The Penguins’ penalty kill was perfect. Johnston lauded his defencemen for their work in the corners. His team was patient. Goalie Marc-Andre Fleury was nearly flawless. 

The only problem: Pittsburgh halted Washington’s five-game steak in spite of its stars. Again. They won on the merit of their foot soldiers and Fleury.

Sidney Crosby does not have a point in eight of nine games this season, the first time that has ever happened at any point in his career - not just to start a campaign. His run with long-awaited supporting cast member Phil Kessel lasted just seven games.

Crosby, 28, has three points this season. They all came against the Panthers on Oct. 20.

So, what’s going on with Crosby?

“He’s got to be a little more selfish,” Penguins assistant coach Rick Tocchet diagnosed. “The one game when he had three points, he had nine shots. He’s got to attack the net more. I think he’s looking to pass the puck. He’s got to attack the net more. For me, you can’t play a perimeter game in the NHL.”

Crosby has 21 shots at even-strength through nine games this season, slightly more than two per game.

Under the surface, it seems like Crosby’s struggles aren’t tied to any lack of effort or desire, but rather he's limited in production by what his environment allows. Johnston, now into his second season, is preaching structure - not the freewheeling Penguins that struck the fear of God into opposing defencemen as they wheeled through the neutral zone. These aren’t your father’s Penguins - or your grandfather’s.

They are less creative, more militant. Given the way the Penguins are assembled, spending the second-most money on offence ($50.2 million) this season, it would be akin to taking a Ferrari and driving it like a Model T.

Take the Penguins’ power play for instance. On Wednesday at Verizon Center, this divisional game probably could’ve been won in the first 10 minutes if the Penguins broke through. They had a 5-on-3 advantage for 105 seconds, followed quickly by another 5-on-4 opportunity.

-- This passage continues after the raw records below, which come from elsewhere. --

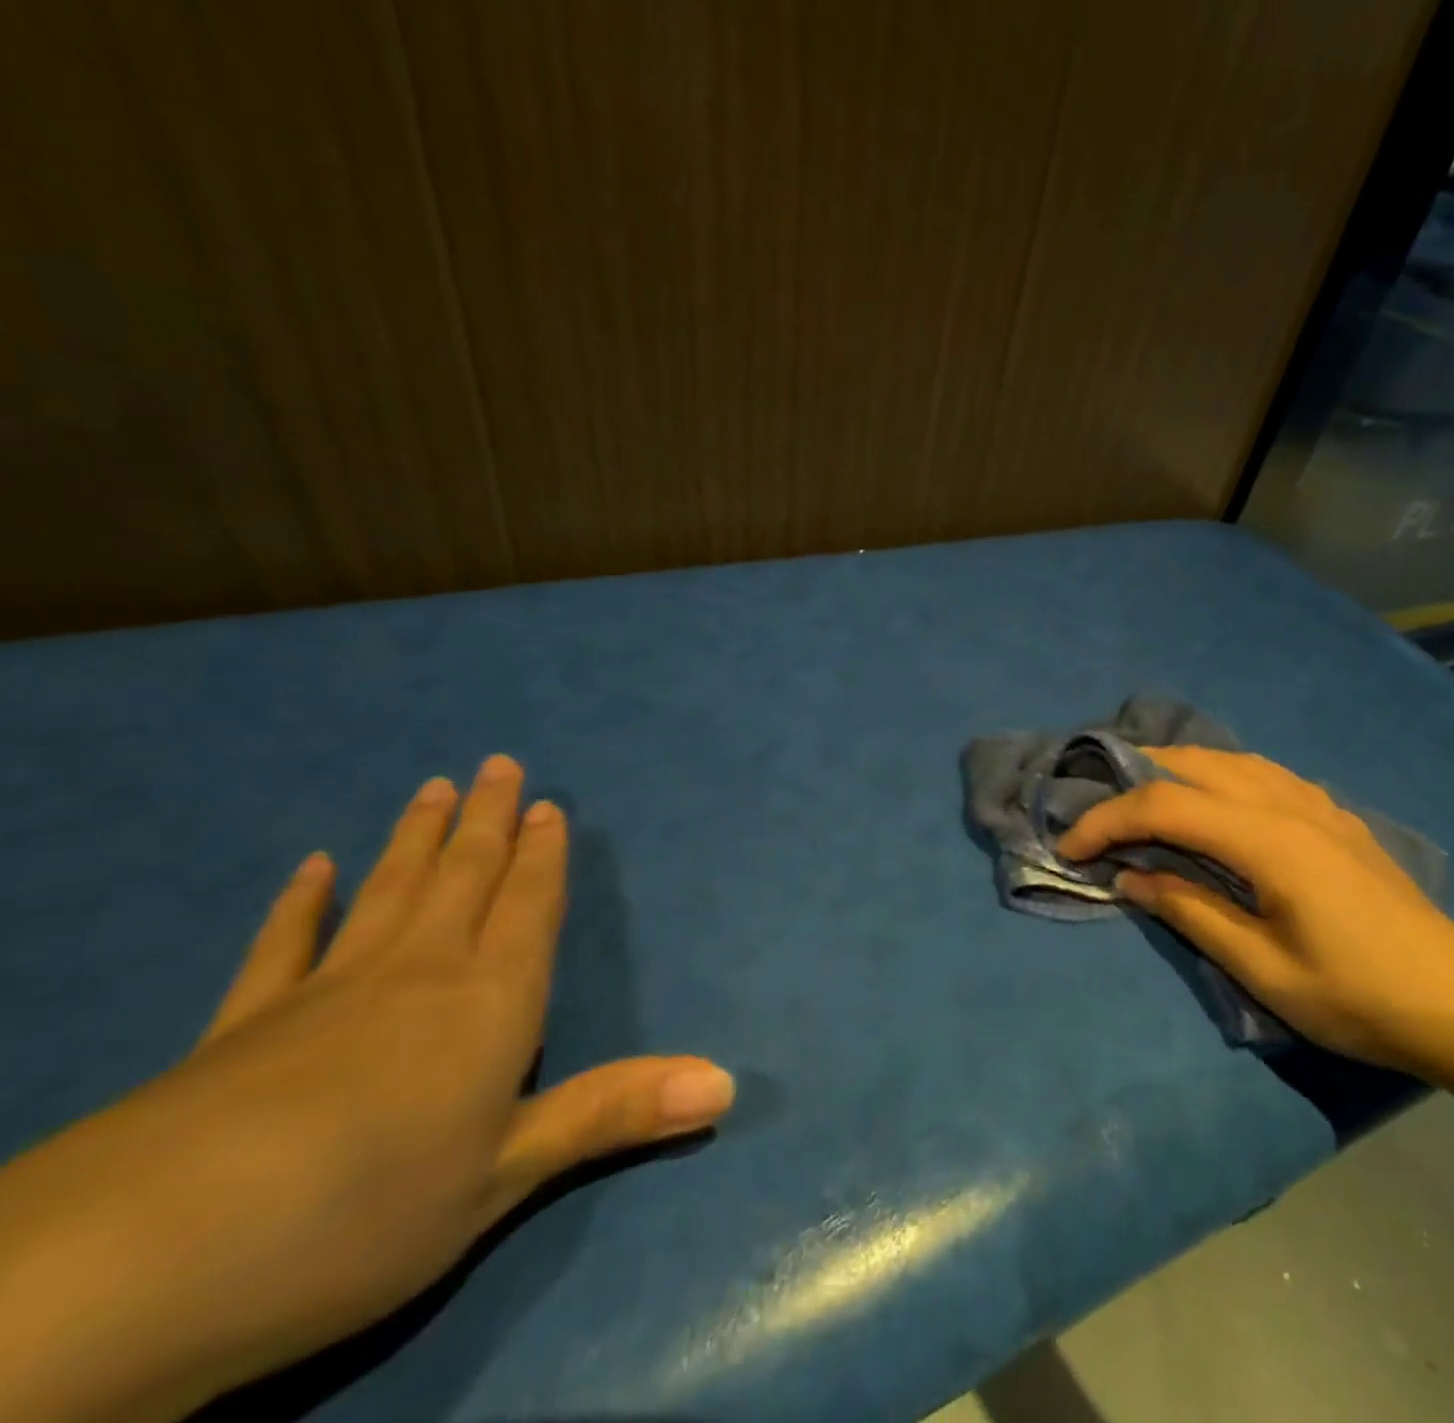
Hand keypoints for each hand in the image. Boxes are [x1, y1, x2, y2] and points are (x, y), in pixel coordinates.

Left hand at [0, 756, 735, 1422]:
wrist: (148, 1264)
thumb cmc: (369, 1209)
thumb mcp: (509, 1174)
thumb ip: (617, 1113)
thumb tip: (730, 1083)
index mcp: (491, 999)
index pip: (528, 906)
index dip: (542, 856)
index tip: (546, 804)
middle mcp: (419, 973)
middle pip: (464, 878)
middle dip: (488, 821)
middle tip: (499, 765)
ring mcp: (327, 991)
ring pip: (389, 892)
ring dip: (417, 839)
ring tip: (434, 789)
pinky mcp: (243, 1026)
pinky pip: (284, 946)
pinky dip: (300, 904)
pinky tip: (310, 867)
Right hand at [1057, 747, 1453, 1077]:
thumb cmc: (1358, 997)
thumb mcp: (1263, 968)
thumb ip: (1190, 911)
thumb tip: (1129, 877)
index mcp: (1266, 838)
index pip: (1163, 806)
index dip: (1106, 820)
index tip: (1069, 848)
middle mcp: (1287, 803)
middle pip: (1192, 763)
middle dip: (1132, 779)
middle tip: (1095, 812)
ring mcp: (1316, 804)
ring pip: (1228, 759)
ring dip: (1174, 769)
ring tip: (1141, 798)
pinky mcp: (1334, 817)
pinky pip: (1262, 773)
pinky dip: (1218, 774)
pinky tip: (1214, 800)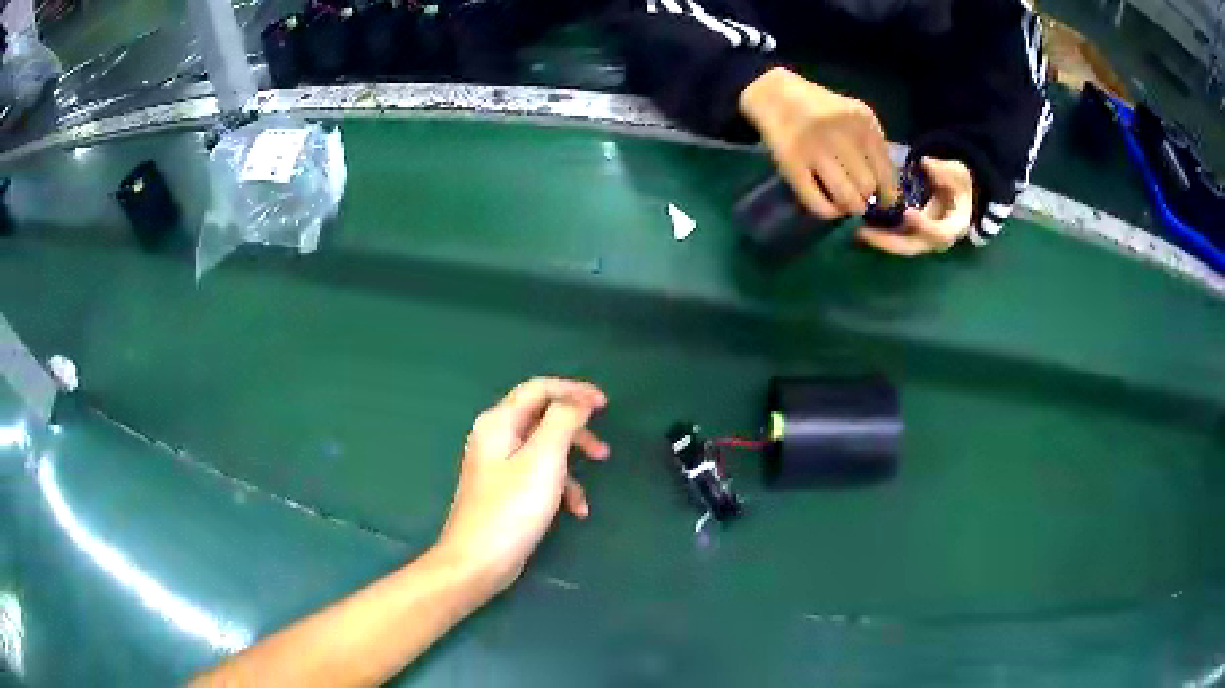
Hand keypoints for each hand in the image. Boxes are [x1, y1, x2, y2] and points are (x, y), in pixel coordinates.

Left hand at [435, 377, 608, 593]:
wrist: (477, 560)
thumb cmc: (512, 508)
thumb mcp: (544, 459)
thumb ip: (563, 421)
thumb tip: (577, 401)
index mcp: (500, 422)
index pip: (540, 388)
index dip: (574, 391)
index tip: (605, 405)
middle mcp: (495, 436)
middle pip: (542, 416)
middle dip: (577, 429)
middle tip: (603, 447)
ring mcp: (498, 464)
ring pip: (543, 447)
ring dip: (572, 460)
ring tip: (593, 481)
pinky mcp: (504, 489)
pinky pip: (537, 474)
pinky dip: (560, 486)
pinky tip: (576, 510)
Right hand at [740, 67, 898, 220]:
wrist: (776, 96)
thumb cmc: (822, 109)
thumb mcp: (854, 117)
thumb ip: (873, 146)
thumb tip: (886, 192)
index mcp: (863, 122)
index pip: (887, 173)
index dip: (887, 194)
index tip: (881, 200)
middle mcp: (841, 134)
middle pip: (867, 187)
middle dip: (866, 200)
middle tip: (859, 199)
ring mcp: (814, 149)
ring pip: (846, 198)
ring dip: (849, 207)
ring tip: (845, 204)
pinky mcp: (791, 164)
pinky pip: (817, 202)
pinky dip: (828, 211)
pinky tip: (828, 206)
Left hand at [858, 156, 974, 255]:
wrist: (956, 193)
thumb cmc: (958, 183)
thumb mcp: (958, 174)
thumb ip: (945, 171)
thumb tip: (926, 163)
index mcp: (953, 227)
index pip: (940, 234)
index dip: (924, 226)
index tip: (908, 213)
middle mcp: (935, 239)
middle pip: (913, 247)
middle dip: (889, 242)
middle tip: (865, 233)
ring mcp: (921, 238)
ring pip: (899, 246)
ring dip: (878, 241)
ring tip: (857, 232)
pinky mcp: (909, 233)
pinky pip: (892, 237)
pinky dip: (876, 234)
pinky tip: (858, 225)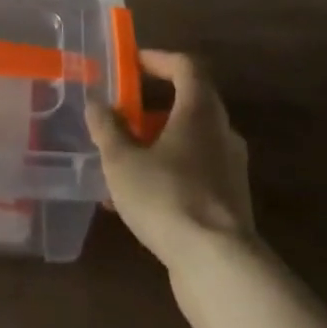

The league’s worst power play (now 2-for-31) struggled to even generate chances. Their setup was different: Crosby was pushed further down toward the post than on the half-wall, where he has more room and range of vision.

“We’ve tried to get him to go down low right off the post,” Tocchet explained. “When things aren’t going well, you’re looking for the perfect play. It’s too pretty. We’ve just got to get a little more workmanlike out there. We want to be more of a working power play than a tic-tac-toe power play.”

The last time Crosby went through such a rut - the previous worst of his career - was when he went pointless seven times through a 10-game stretch in early 2009. Coach Michel Therrien was fired less than a month later; Dan Bylsma opened it up and the Penguins won the Stanley Cup that spring.

For now, Crosby has remained calm on the outside, although Tocchet said he senses some obvious frustration. Crosby said earlier Wednesday he still trusted the Penguins’ offence would come from solid defensive posture. He was not available post-game.

“I don’t think buy-in is an issue with us,” Crosby said after the morning skate. “I think it’s a matter of finding ways to finish. We’ve been pretty good defensively and that’s usually a pretty good indicator of how (committed you are) and how you are structurally that way. I think when you’re good defensively, you believe that pucks will find a way to go in offensively.”

We’ve seen in the past the impact a coach can have on a star’s offensive production. Under defence-first Dale Hunter, Crosby’s arch-nemesis Alex Ovechkin bought in, but was limited to 30 goals. His numbers have since rebounded. Not every coach’s personal philosophy meshes with the makeup of his team.

In this case, Johnston seems to be pushing the Penguins to win behind Fleury, and the third least expensive blueline ($16.2 million) in the NHL with a team concept. They are searching for an identity after nine games. And Crosby is still searching for answers. He’s failed to register a point in nearly half (23) of his last 50 games, dating back to last season.

“I think expectations for us to score five or six goals, that’s just the outside world talking,” Tocchet said. “For us, we just want to play a team game. That should be out mindset when we hit the ice. We don’t have a game plan that says let’s win the game 6-5. We just try to win the game.”